WHAT YOU SHOULD DO:
Out of the listing below, copy every line that carries the string "graph".

RECORDS SUPPLIED:
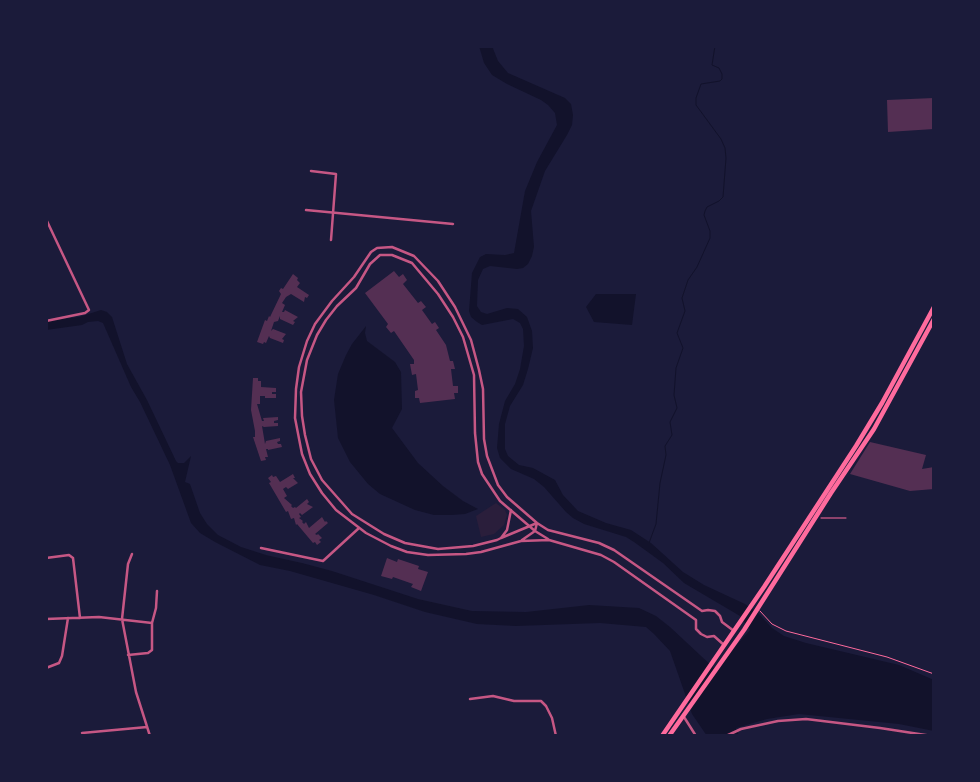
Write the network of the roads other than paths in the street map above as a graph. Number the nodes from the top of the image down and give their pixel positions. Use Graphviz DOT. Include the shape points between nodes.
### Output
graph roads {
  1 [pos="311,171"];
  2 [pos="306,210"];
  3 [pos="334,213"];
  4 [pos="46,219"];
  5 [pos="453,224"];
  6 [pos="331,240"];
  7 [pos="395,248"];
  8 [pos="392,255"];
  9 [pos="438,281"];
  10 [pos="349,283"];
  11 [pos="433,287"];
  12 [pos="356,288"];
  13 [pos="934,308"];
  14 [pos="934,319"];
  15 [pos="46,320"];
  16 [pos="483,389"];
  17 [pos="475,391"];
  18 [pos="882,403"];
  19 [pos="887,406"];
  20 [pos="511,510"];
  21 [pos="536,523"];
  22 [pos="529,525"];
  23 [pos="358,528"];
  24 [pos="535,530"];
  25 [pos="501,538"];
  26 [pos="549,540"];
  27 [pos="521,541"];
  28 [pos="261,548"];
  29 [pos="132,554"];
  30 [pos="46,558"];
  31 [pos="156,590"];
  32 [pos="46,618"];
  33 [pos="68,618"];
  34 [pos="80,618"];
  35 [pos="122,619"];
  36 [pos="152,623"];
  37 [pos="734,631"];
  38 [pos="724,645"];
  39 [pos="128,655"];
  40 [pos="46,668"];
  41 [pos="470,699"];
  42 [pos="681,714"];
  43 [pos="147,727"];
  44 [pos="109,731"];
  45 [pos="82,733"];
  46 [pos="109,736"];
  47 [pos="150,736"];
  48 [pos="556,736"];
  49 [pos="662,736"];
  50 [pos="669,736"];
  51 [pos="696,736"];
  52 [pos="726,736"];
  53 [pos="932,736"];
  1 -- 3 [label="street" via="336,174"];
  2 -- 3 [label="street"];
  3 -- 5 [label="street"];
  3 -- 6 [label="street"];
  4 -- 15 [label="street" via="89,310 85,314"];
  7 -- 8 [label="street"];
  7 -- 9 [label="street" via="414,256"];
  7 -- 10 [label="street" via="384,247 371,252"];
  8 -- 11 [label="street" via="412,263"];
  8 -- 12 [label="street" via="375,258"];
  9 -- 11 [label="street"];
  9 -- 16 [label="street" via="455,306 471,340"];
  10 -- 12 [label="street"];
  10 -- 23 [label="street" via="325,310 307,341 294,401 297,437 310,474 336,510"];
  11 -- 17 [label="street" via="463,337"];
  12 -- 25 [label="street" via="337,306 317,335 303,377 301,392 305,436 311,459 322,480 352,514 406,543 438,549 485,544"];
  13 -- 18 [label="main road"];
  14 -- 19 [label="main road"];
  16 -- 17 [label="street"];
  16 -- 21 [label="street" via="484,439 491,471 507,497"];
  17 -- 20 [label="street" via="478,462 500,501"];
  18 -- 19 [label="main road"];
  18 -- 37 [label="main road"];
  19 -- 42 [label="main road" via="744,630"];
  20 -- 22 [label="street"];
  20 -- 25 [label="street" via="507,530"];
  21 -- 22 [label="street"];
  21 -- 24 [label="street"];
  21 -- 37 [label="street" via="548,530 614,550 702,611 715,611 722,622"];
  22 -- 24 [label="street"];
  22 -- 25 [label="street"];
  23 -- 27 [label="street" via="391,546 428,555 481,552"];
  23 -- 28 [label="street" via="324,561"];
  24 -- 26 [label="street"];
  24 -- 27 [label="street"];
  26 -- 27 [label="street"];
  26 -- 38 [label="street" via="614,562 696,620 696,629 701,634 714,636"];
  29 -- 35 [label="street"];
  30 -- 34 [label="street" via="69,555 73,558"];
  31 -- 36 [label="street"];
  32 -- 33 [label="street"];
  33 -- 34 [label="street"];
  33 -- 40 [label="street" via="59,663"];
  34 -- 35 [label="street"];
  35 -- 36 [label="street"];
  35 -- 39 [label="street"];
  36 -- 39 [label="street" via="152,650"];
  37 -- 38 [label="main road"];
  38 -- 42 [label="main road"];
  39 -- 43 [label="street"];
  41 -- 48 [label="street" via="493,696 514,701 541,701 552,718"];
  42 -- 49 [label="main road"];
  42 -- 50 [label="main road"];
  42 -- 51 [label="street"];
  43 -- 44 [label="street"];
  43 -- 47 [label="street"];
  44 -- 45 [label="street"];
  44 -- 46 [label="street"];
  52 -- 53 [label="street" via="741,729 778,721 806,719"];
}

SOLUTION FOR THIS PROBLEM:
Write the network of the roads other than paths in the street map above as a graph. Number the nodes from the top of the image down and give their pixel positions. Use Graphviz DOT. Include the shape points between nodes.
graph roads {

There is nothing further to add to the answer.